Demons and devils don't really exist, but don't let them catch you saying that.
Lowry is relieved, after searching outside for twenty minutes, to find Sebastian hiding in the bushes. Guess ghosts can't turn invisible after all. Lowry vows that he'll buy back that belt of his, if Sebastian will help him find those four hours. The monk agrees, 'cause he really liked that belt, - " though the metal is heathen the work was the work of love." But he gets Lowry to affirm that he's determined to get that time back, no matter the cost.
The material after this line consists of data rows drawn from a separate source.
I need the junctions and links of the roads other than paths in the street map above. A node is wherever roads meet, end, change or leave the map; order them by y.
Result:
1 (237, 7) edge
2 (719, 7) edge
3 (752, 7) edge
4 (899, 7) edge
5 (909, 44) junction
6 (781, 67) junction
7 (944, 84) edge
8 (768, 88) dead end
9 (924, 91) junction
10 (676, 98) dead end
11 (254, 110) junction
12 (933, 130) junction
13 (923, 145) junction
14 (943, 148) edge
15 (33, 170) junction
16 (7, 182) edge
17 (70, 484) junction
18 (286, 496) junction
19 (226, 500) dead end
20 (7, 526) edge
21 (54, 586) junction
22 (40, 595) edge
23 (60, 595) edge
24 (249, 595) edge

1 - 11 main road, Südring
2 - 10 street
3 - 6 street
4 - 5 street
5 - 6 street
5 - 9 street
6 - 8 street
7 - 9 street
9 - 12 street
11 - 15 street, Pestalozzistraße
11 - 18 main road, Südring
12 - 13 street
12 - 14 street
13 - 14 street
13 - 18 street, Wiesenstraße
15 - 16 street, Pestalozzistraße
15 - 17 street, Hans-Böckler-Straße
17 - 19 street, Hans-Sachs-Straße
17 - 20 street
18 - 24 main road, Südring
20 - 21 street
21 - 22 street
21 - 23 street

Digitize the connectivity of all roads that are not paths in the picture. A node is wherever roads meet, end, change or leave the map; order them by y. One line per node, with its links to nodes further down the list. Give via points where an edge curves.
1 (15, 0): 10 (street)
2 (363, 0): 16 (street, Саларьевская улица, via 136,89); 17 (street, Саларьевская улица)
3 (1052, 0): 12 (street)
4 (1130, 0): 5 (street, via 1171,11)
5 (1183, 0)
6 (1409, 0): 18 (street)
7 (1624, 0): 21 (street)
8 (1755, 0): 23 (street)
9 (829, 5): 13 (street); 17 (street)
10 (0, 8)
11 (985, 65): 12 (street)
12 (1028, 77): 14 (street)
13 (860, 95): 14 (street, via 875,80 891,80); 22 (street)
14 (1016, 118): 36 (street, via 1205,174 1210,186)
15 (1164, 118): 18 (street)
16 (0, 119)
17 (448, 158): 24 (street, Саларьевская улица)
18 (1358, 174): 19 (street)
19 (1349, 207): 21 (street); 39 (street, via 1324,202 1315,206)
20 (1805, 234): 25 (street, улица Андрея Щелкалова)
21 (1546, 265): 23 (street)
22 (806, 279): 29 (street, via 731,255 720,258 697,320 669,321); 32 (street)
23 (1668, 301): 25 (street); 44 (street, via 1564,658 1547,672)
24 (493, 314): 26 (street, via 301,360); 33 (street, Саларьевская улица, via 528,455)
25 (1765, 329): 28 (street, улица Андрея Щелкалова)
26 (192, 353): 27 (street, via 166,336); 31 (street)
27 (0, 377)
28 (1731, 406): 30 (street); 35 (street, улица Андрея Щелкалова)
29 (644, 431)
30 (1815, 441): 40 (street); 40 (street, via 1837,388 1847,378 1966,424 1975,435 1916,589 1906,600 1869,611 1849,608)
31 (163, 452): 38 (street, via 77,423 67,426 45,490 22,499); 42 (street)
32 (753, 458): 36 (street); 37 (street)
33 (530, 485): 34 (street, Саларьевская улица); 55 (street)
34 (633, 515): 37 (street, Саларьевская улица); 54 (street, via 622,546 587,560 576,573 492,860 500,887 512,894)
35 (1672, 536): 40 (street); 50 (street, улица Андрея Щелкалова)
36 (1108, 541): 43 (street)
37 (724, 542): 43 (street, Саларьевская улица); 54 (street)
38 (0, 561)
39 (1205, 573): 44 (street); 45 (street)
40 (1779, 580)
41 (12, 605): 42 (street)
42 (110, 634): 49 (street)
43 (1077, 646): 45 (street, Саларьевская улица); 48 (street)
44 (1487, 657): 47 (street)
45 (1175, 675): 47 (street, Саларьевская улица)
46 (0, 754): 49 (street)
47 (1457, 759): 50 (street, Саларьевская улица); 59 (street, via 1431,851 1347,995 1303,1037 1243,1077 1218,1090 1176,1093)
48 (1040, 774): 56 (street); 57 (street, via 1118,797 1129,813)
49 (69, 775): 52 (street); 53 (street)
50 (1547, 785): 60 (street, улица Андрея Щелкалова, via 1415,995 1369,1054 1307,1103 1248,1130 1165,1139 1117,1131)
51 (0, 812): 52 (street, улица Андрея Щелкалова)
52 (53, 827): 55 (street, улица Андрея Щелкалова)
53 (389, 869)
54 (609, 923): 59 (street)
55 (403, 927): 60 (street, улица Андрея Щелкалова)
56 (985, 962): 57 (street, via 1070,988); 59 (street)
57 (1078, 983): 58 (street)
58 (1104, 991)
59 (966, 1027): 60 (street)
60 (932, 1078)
Sebastian also has a warning: last night Lowry met some things, and as scary as the experience was,
"Those things were all working on your side. They were the forces of good. You did not lose your four hours to them, Jim Lowry. Nor to me."
"I must find them.''
"You could not conceive the forces of the other side. You could not conceive so much pain and terror and evil If you are to find those four hours you must be prepared to face those other forces."
"I must find them.''
"Then, Jim Lowry, have faith in me and I shall show you part of the way. The rest of the way you must go alone."
"Lead and I shall follow."
And ooh, it sounds like the plot is thickening, isn't it? We've been promised even worse scares than wobbling plates and vacant suits of armor, and now the invisible world of horrors is being divided into two camps, given motives and characterization. Well... I wouldn't get your hopes up.